- Born: Cheyenne Aldus July 5, 2006 (age 20)
- Nickname: The Destroyer
- Nationality: Dutch
- Height: 1.73 m (5 ft 8 in)
- Weight: 55 kg (121 lb; 8.7 st)
- Style: Muay Thai , Kickboxing
- Fighting out of: Capelle aan den IJssel, Netherlands
- Team: Eagle Gym
- Years active: 2024 - present

Kickboxing record
- Total: 8
- Wins: 8
- By knockout: 1
- Losses: 0
- By knockout: 0
- Draws: 0

= Cheyenne Aldus =

Dutch kickboxer

Cheyenne Aldus (born July 5, 2006) is a Dutch kickboxer.

As of June 2026, she is ranked as the tenth best women's bantamweight in the world by Beyond Kickboxing.

==Professional Kickboxing career==

Aldus made her professional debut on December 14, 2024, at Enfusion #145, where she defeated Gina Hooglugt by decision to win the inaugural ECE Xtreme Standup World Flyweight (-57 kg) title.

On December 14, 2025, Aldus faced Nehir Karaca for the inaugural IFP World Super Flyweight (-55 kg) title at IFP Cage Series. She won the title by unanimous decision.

Aldus faced reigning Krush Women's Flyweight champion Sofia Tsolakidou at IFP Fight Series #5 on May 23, 2026. She won the fight by unanimous decision.

Aldus faced Ester Viola at FCE 5 on June 18, 2026. She won the fight by a second-round knockout.

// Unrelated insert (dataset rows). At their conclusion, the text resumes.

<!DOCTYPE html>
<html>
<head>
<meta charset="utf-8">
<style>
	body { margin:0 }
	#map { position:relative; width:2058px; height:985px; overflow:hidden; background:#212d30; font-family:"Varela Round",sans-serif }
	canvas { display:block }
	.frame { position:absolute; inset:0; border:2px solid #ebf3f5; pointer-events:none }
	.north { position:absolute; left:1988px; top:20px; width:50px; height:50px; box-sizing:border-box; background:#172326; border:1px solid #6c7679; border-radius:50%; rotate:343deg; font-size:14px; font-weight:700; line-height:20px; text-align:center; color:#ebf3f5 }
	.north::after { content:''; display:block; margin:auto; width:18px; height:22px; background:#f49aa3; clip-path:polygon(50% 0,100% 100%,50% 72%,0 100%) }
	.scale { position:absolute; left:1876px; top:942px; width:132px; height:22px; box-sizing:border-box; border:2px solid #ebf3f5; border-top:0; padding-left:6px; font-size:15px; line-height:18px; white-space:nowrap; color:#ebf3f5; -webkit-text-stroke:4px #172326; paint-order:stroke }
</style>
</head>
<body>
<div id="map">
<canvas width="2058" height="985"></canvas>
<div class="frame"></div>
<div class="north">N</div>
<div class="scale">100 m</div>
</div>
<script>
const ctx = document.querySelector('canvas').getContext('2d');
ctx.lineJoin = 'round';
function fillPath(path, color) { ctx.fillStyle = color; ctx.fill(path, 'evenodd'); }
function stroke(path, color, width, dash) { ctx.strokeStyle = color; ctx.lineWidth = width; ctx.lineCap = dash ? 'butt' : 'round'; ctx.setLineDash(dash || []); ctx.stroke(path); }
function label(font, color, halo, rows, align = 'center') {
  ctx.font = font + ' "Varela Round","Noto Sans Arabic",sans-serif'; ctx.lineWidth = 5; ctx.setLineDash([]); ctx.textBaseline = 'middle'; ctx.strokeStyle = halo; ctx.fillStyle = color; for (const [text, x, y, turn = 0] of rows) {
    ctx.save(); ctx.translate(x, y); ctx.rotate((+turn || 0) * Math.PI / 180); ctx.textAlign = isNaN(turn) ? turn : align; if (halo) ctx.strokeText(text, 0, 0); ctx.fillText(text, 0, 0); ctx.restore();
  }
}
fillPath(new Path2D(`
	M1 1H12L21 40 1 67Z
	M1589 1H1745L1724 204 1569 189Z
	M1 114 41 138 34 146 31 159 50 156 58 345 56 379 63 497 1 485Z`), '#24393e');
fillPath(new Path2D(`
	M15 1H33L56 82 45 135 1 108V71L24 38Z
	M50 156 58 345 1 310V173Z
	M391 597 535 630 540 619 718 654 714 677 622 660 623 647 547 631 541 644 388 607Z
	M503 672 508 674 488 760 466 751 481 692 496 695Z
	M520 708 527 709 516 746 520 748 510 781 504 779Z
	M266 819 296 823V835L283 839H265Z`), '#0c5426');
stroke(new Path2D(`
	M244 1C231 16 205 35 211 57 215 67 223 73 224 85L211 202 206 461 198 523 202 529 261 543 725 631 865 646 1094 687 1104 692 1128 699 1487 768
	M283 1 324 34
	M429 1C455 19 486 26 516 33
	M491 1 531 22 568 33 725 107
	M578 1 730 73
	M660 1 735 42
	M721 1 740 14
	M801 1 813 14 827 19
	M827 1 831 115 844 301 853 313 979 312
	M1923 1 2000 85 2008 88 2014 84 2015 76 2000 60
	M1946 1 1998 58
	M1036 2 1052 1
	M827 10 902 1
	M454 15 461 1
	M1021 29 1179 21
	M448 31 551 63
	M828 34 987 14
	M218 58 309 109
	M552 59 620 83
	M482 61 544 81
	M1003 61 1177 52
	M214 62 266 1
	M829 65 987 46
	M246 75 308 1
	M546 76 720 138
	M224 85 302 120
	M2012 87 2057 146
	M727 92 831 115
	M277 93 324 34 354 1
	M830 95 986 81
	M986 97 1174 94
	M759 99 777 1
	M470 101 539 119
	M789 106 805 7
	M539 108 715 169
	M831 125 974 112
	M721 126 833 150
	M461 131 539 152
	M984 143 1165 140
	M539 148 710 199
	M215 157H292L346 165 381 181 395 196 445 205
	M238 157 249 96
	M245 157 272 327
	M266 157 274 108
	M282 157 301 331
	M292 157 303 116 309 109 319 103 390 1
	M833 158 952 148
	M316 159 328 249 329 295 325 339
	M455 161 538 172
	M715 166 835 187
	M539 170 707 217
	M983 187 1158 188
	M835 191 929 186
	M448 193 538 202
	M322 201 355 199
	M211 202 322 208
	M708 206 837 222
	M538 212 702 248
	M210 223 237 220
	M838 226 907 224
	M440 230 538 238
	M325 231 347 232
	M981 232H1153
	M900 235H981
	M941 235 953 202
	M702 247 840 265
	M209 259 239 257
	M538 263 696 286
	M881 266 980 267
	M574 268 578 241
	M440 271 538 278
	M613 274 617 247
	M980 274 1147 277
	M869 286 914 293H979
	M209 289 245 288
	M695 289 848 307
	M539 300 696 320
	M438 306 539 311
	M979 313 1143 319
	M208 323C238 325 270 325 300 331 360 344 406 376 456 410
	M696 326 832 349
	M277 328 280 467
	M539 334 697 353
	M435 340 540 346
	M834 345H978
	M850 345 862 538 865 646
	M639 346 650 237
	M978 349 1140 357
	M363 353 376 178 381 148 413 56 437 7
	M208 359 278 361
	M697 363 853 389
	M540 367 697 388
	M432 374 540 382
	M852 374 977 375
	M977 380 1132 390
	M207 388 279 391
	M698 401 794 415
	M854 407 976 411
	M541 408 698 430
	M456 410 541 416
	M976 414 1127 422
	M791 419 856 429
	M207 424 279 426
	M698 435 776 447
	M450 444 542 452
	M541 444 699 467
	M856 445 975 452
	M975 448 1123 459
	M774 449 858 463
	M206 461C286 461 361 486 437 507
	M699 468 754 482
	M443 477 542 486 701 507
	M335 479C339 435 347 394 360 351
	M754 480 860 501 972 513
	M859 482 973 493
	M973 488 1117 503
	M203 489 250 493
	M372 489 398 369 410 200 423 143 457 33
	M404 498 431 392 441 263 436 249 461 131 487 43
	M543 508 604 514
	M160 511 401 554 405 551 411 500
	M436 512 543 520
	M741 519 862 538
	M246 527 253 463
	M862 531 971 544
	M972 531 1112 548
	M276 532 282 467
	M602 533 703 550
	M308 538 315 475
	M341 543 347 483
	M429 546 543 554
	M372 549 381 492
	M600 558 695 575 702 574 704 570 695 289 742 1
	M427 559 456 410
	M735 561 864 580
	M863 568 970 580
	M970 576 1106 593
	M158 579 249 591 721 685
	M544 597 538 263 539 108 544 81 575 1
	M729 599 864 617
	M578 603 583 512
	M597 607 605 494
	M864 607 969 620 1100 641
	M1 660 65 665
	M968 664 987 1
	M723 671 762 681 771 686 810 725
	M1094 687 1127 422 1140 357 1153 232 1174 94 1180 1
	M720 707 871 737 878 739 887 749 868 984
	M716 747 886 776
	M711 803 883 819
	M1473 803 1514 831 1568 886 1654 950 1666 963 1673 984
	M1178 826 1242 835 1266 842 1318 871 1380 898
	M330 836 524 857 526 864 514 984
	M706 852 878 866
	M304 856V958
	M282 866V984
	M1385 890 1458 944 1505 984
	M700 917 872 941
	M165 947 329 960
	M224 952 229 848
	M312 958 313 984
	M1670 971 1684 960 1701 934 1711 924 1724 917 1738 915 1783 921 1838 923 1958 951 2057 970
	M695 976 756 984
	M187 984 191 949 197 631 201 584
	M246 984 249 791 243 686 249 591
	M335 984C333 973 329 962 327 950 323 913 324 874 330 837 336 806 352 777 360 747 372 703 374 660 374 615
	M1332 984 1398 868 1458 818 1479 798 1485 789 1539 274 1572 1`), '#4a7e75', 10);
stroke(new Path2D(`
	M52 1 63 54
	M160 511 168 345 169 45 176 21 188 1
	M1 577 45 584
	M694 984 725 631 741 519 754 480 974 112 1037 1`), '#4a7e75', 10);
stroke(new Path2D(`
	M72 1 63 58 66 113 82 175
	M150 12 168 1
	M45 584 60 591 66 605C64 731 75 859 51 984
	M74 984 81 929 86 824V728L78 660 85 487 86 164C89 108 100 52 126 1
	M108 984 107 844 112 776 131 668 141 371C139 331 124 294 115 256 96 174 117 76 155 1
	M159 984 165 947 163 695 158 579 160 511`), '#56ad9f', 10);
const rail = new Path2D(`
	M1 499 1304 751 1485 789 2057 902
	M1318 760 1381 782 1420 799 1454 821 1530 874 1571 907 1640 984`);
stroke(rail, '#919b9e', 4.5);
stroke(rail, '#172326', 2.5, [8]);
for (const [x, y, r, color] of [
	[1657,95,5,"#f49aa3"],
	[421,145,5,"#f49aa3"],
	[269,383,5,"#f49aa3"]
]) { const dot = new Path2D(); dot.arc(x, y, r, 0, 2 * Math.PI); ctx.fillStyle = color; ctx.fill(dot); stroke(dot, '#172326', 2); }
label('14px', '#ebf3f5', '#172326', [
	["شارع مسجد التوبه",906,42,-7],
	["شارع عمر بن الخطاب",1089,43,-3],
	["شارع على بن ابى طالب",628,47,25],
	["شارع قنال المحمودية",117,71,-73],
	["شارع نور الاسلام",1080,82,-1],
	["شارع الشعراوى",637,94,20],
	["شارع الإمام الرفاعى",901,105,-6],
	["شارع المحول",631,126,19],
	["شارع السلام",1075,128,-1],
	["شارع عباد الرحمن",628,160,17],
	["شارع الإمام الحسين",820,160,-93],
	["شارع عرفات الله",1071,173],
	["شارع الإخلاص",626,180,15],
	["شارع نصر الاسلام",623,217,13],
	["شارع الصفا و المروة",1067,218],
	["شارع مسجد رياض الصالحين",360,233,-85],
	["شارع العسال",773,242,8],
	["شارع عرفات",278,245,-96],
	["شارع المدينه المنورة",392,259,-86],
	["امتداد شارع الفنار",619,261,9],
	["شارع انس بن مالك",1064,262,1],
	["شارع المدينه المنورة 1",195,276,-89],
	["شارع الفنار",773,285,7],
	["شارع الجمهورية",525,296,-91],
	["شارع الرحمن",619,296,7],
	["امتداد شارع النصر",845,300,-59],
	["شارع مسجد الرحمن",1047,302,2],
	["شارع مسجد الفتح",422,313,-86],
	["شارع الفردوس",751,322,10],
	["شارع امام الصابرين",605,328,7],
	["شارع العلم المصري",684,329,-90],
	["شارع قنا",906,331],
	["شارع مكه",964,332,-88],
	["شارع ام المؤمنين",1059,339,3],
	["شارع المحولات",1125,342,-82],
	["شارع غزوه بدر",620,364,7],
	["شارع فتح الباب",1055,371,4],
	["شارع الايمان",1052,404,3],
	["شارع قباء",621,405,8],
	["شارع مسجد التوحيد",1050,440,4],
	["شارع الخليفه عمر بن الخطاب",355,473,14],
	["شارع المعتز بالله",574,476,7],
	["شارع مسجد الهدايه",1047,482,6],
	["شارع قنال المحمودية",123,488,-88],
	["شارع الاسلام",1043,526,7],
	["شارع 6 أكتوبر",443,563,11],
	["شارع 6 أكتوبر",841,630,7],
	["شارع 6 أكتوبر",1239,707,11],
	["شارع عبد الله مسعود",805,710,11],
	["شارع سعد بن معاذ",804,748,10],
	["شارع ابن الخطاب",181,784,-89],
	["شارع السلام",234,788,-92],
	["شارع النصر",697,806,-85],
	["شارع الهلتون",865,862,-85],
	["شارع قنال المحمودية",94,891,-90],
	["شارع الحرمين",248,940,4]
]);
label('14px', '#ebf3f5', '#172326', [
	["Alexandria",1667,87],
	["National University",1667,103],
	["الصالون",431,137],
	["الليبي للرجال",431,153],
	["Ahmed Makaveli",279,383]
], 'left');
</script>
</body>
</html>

==Championships and accomplishments==
- Enfusion
  - 2024 ECE Xtreme Standup World Flyweight (-57 kg) Champion
  - 2025 ECE Xtreme Standup World Strawweight (-52 kg) Champion
- International Fight Promotion
  - 2025 IFP World Super Flyweight (-55 kg) Champion

==Fight record==

Professional Kickboxing record
8 Wins (1 (T)KO's), 0 Losses, 0 Draw, 0 No Contests
| Date | Result | Opponent | Event | Location | Method | Round | Time |
| 2026-11-21 |  | Valence Bickel | Enfusion #165 - 8TKO #32 | Groningen, Netherlands |  |  |  |  |
For the vacant Enfusion World Flyweight (-57 kg) Championship.
| 2026-10-10 |  | Martina Di Franco | IFP Fight Series #6 | Aachen, Germany |  |  |  |  |
| 2026-06-18 | Win | Ester Viola | FCE 5 | Lisbon, Portugal | KO (Head kick) | 2 | 1:47 |
| 2026-05-23 | Win | Sofia Tsolakidou | IFP Fight Series #5 | Essen, Germany | Decision (Unanimous) | 3 | 3:00 |
| 2026-03-28 | Win | Li Lishan | IFP Fight Series #4 | Darmstadt, Germany | Decision (Unanimous) | 3 | 3:00 |
| 2026-02-07 | Win | Miranda Zondervan | Fight Night Promotions | Turnhout, Belgium | Decision | 3 | 3:00 |
| 2025-12-14 | Win | Nehir Karaca | IFP Cage Series | Genk, Belgium | Decision (Unanimous) | 5 | 3:00 |
Wins the inaugural IFP World Super Flyweight (-55 kg) title.
| 2025-09-27 | Win | Valence Bickel | IFP Fight Series #3 | Genk, Belgium | Decision (Split) | 3 | 3:00 |
| 2025-05-24 | Win | Manon Leeuwinga | 8TKO #16 | Wuppertal, Germany | Decision | 3 | 3:00 |
Wins the inaugural Enfusion Cage Event Xtreme Standup World Strawweight (-52 kg) title.
| 2024-12-14 | Win | Gina Hooglugt | Enfusion #145 | Wuppertal, Germany | Decision | 3 | 3:00 |
Wins the inaugural Enfusion Cage Event Xtreme Standup World Flyweight (-57 kg) title.